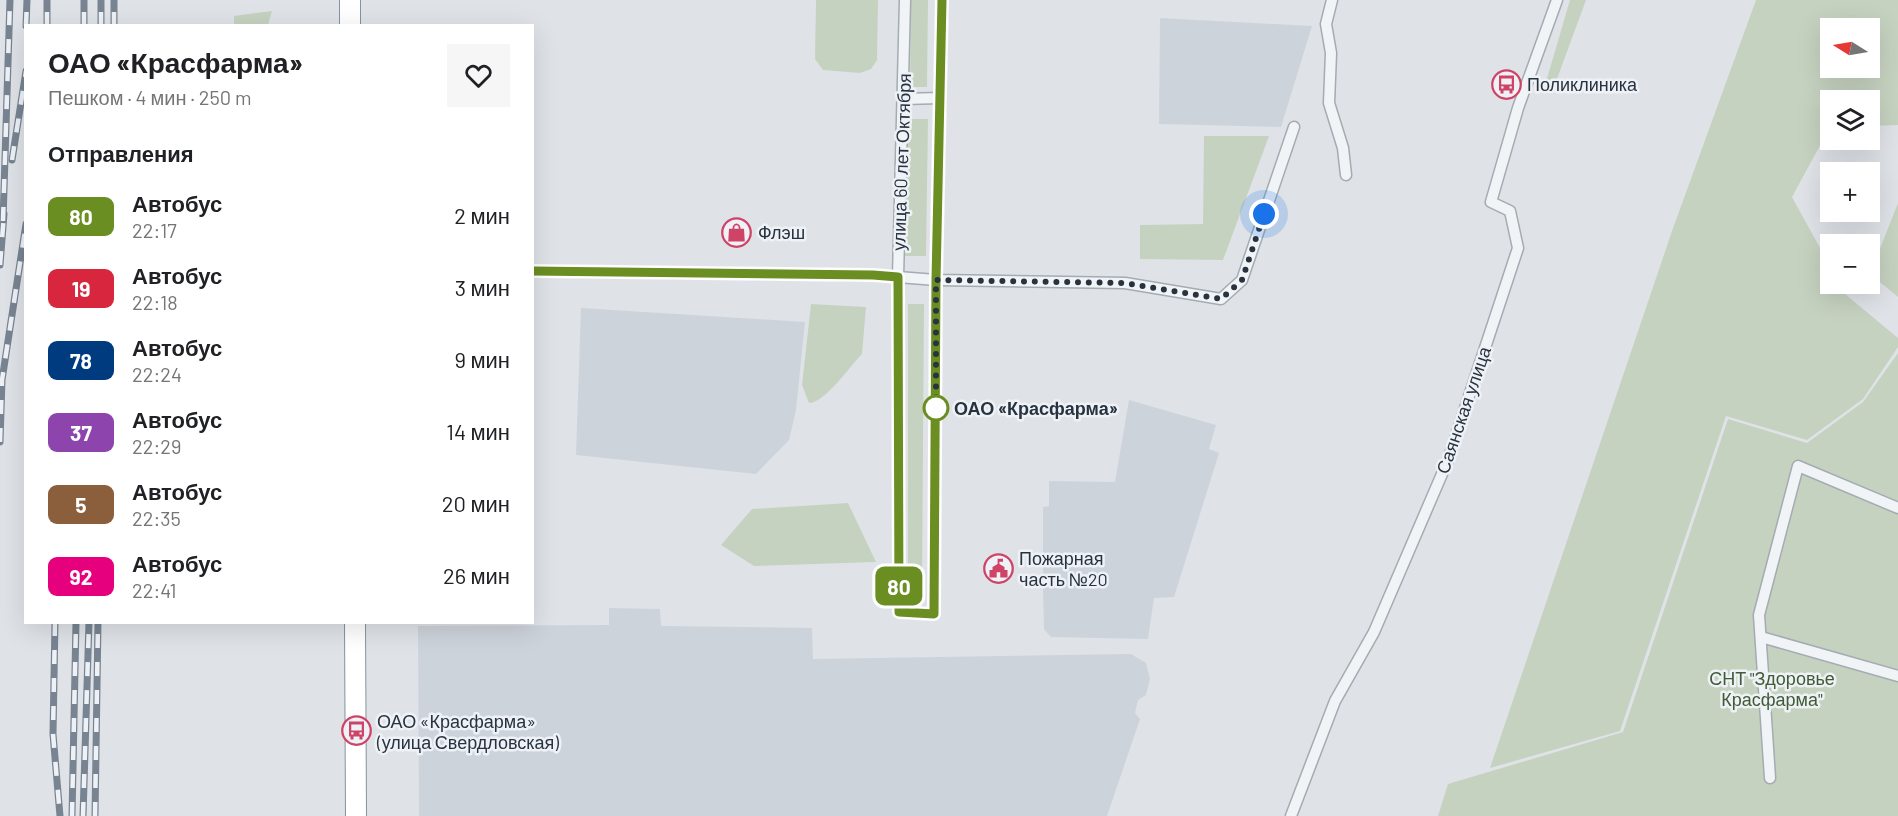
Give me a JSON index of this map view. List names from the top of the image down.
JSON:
{
  "streets": {
    "street": ["улица 60 лет Октября", "Саянская улица"]
  },
  "parks": ["СНТ \"Здоровье Красфарма\""],
  "places": {
    "bus stop": ["Поликлиника", "ОАО «Красфарма» (улица Свердловская)"],
    "shop": ["Флэш"],
    "other": ["ОАО «Красфарма»"],
    "public building": ["Пожарная часть №20"]
  },
  "lines": ["bus line 80"],
  "north": "left",
  "page": {
    "on_map": "80",
    "map_buttons": ["+", "−"],
    "heading": [
      ["ОАО «Красфарма»", "Пешком · 4 мин · 250 m"],
      "Отправления"
    ],
    "list": [
      {
        "mark": "80",
        "name": "Автобус",
        "note": "22:17",
        "value": "2 мин"
      },
      {
        "mark": "19",
        "name": "Автобус",
        "note": "22:18",
        "value": "3 мин"
      },
      {
        "mark": "78",
        "name": "Автобус",
        "note": "22:24",
        "value": "9 мин"
      },
      {
        "mark": "37",
        "name": "Автобус",
        "note": "22:29",
        "value": "14 мин"
      },
      {
        "mark": "5",
        "name": "Автобус",
        "note": "22:35",
        "value": "20 мин"
      },
      {
        "mark": "92",
        "name": "Автобус",
        "note": "22:41",
        "value": "26 мин"
      }
    ]
  }
}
**********
What needs to be done - Return the listing above in full and exactly, omitting all pictures.

Response to this task -
Give me a JSON index of this map view. List names from the top of the image down.
JSON:
{
  "streets": {
    "street": ["улица 60 лет Октября", "Саянская улица"]
  },
  "parks": ["СНТ \"Здоровье Красфарма\""],
  "places": {
    "bus stop": ["Поликлиника", "ОАО «Красфарма» (улица Свердловская)"],
    "shop": ["Флэш"],
    "other": ["ОАО «Красфарма»"],
    "public building": ["Пожарная часть №20"]
  },
  "lines": ["bus line 80"],
  "north": "left",
  "page": {
    "on_map": "80",
    "map_buttons": ["+", "−"],
    "heading": [
      ["ОАО «Красфарма»", "Пешком · 4 мин · 250 m"],
      "Отправления"
    ],
    "list": [
      {
        "mark": "80",
        "name": "Автобус",
        "note": "22:17",
        "value": "2 мин"
      },
      {
        "mark": "19",
        "name": "Автобус",
        "note": "22:18",
        "value": "3 мин"
      },
      {
        "mark": "78",
        "name": "Автобус",
        "note": "22:24",
        "value": "9 мин"
      },
      {
        "mark": "37",
        "name": "Автобус",
        "note": "22:29",
        "value": "14 мин"
      },
      {
        "mark": "5",
        "name": "Автобус",
        "note": "22:35",
        "value": "20 мин"
      },
      {
        "mark": "92",
        "name": "Автобус",
        "note": "22:41",
        "value": "26 мин"
      }
    ]
  }
}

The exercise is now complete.